-- Available records --
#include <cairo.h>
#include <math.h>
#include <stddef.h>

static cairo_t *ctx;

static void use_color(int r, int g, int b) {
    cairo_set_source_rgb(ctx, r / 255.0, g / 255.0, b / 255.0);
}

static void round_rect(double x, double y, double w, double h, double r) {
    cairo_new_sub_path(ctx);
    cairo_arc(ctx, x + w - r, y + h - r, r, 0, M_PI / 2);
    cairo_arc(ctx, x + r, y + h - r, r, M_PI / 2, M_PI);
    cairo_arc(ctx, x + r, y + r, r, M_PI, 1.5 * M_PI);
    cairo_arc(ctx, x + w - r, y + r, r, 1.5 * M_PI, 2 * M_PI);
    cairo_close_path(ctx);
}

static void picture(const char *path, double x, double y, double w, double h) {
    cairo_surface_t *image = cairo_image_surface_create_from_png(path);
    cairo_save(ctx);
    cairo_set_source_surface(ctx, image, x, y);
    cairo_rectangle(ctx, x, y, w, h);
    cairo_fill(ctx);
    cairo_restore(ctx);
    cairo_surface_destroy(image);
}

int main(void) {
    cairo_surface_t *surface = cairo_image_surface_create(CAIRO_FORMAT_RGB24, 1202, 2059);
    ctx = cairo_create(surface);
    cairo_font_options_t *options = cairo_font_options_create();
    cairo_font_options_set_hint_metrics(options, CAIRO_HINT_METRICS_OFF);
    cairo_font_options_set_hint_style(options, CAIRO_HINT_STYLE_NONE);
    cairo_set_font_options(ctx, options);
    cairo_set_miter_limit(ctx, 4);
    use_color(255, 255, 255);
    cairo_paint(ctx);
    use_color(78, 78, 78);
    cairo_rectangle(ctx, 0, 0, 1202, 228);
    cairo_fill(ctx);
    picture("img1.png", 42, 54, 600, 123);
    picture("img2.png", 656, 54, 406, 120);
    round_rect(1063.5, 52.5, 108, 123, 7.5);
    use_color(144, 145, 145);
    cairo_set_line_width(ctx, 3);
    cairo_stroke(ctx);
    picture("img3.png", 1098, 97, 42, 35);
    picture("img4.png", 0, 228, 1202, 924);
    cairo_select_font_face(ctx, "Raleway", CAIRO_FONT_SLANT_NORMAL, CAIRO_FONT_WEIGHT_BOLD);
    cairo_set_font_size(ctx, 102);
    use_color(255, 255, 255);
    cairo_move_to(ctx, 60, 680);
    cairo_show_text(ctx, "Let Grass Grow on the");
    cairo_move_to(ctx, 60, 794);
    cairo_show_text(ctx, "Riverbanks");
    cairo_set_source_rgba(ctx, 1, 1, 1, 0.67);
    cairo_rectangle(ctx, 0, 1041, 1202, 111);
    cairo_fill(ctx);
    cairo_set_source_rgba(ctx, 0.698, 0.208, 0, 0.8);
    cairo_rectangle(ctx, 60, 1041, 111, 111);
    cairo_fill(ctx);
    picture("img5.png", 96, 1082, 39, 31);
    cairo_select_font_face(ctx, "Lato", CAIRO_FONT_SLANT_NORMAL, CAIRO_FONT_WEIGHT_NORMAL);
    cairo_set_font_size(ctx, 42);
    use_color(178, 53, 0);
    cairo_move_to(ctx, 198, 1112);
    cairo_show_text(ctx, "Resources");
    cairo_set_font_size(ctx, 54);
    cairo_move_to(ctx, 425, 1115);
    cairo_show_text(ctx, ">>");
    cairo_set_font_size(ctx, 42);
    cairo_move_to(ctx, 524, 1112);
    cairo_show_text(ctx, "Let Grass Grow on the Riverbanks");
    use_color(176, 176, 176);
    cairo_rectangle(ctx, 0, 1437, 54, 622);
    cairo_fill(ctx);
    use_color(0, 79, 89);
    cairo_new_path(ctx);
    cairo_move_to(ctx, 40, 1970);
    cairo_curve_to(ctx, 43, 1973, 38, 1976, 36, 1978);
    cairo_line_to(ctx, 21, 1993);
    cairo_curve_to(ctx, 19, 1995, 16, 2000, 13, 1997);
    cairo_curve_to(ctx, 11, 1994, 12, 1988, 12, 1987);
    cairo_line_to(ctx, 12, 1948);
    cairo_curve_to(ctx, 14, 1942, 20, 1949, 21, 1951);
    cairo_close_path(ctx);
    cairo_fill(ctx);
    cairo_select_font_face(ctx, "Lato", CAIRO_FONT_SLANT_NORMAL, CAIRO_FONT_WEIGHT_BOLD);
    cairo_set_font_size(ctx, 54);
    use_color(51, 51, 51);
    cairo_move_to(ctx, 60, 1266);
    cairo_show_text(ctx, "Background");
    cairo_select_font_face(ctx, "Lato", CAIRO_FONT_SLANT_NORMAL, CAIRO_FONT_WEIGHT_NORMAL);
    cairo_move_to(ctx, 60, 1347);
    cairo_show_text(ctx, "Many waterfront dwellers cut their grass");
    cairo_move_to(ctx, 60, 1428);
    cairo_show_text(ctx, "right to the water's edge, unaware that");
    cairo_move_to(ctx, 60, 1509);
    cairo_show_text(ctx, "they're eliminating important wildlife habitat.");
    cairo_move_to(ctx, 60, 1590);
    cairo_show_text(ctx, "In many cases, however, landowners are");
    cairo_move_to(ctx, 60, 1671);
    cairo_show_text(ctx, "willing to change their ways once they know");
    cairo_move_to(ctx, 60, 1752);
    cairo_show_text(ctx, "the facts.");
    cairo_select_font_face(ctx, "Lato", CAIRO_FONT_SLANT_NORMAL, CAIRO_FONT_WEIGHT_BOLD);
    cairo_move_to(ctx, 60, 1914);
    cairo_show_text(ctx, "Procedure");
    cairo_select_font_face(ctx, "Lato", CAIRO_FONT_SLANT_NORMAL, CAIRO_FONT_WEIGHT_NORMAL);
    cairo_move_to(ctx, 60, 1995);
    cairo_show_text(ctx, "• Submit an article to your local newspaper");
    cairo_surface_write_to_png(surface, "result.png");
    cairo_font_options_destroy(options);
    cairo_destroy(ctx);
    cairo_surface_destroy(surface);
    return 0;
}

-- Task directions --
Repeat the lines from the first one in the records through the line containing "cairo_set_miter_limit(ctx, 4);", exactly as written, and nothing else.

-- Problem solution --
#include <cairo.h>
#include <math.h>
#include <stddef.h>

static cairo_t *ctx;

static void use_color(int r, int g, int b) {
    cairo_set_source_rgb(ctx, r / 255.0, g / 255.0, b / 255.0);
}

static void round_rect(double x, double y, double w, double h, double r) {
    cairo_new_sub_path(ctx);
    cairo_arc(ctx, x + w - r, y + h - r, r, 0, M_PI / 2);
    cairo_arc(ctx, x + r, y + h - r, r, M_PI / 2, M_PI);
    cairo_arc(ctx, x + r, y + r, r, M_PI, 1.5 * M_PI);
    cairo_arc(ctx, x + w - r, y + r, r, 1.5 * M_PI, 2 * M_PI);
    cairo_close_path(ctx);
}

static void picture(const char *path, double x, double y, double w, double h) {
    cairo_surface_t *image = cairo_image_surface_create_from_png(path);
    cairo_save(ctx);
    cairo_set_source_surface(ctx, image, x, y);
    cairo_rectangle(ctx, x, y, w, h);
    cairo_fill(ctx);
    cairo_restore(ctx);
    cairo_surface_destroy(image);
}

int main(void) {
    cairo_surface_t *surface = cairo_image_surface_create(CAIRO_FORMAT_RGB24, 1202, 2059);
    ctx = cairo_create(surface);
    cairo_font_options_t *options = cairo_font_options_create();
    cairo_font_options_set_hint_metrics(options, CAIRO_HINT_METRICS_OFF);
    cairo_font_options_set_hint_style(options, CAIRO_HINT_STYLE_NONE);
    cairo_set_font_options(ctx, options);
    cairo_set_miter_limit(ctx, 4);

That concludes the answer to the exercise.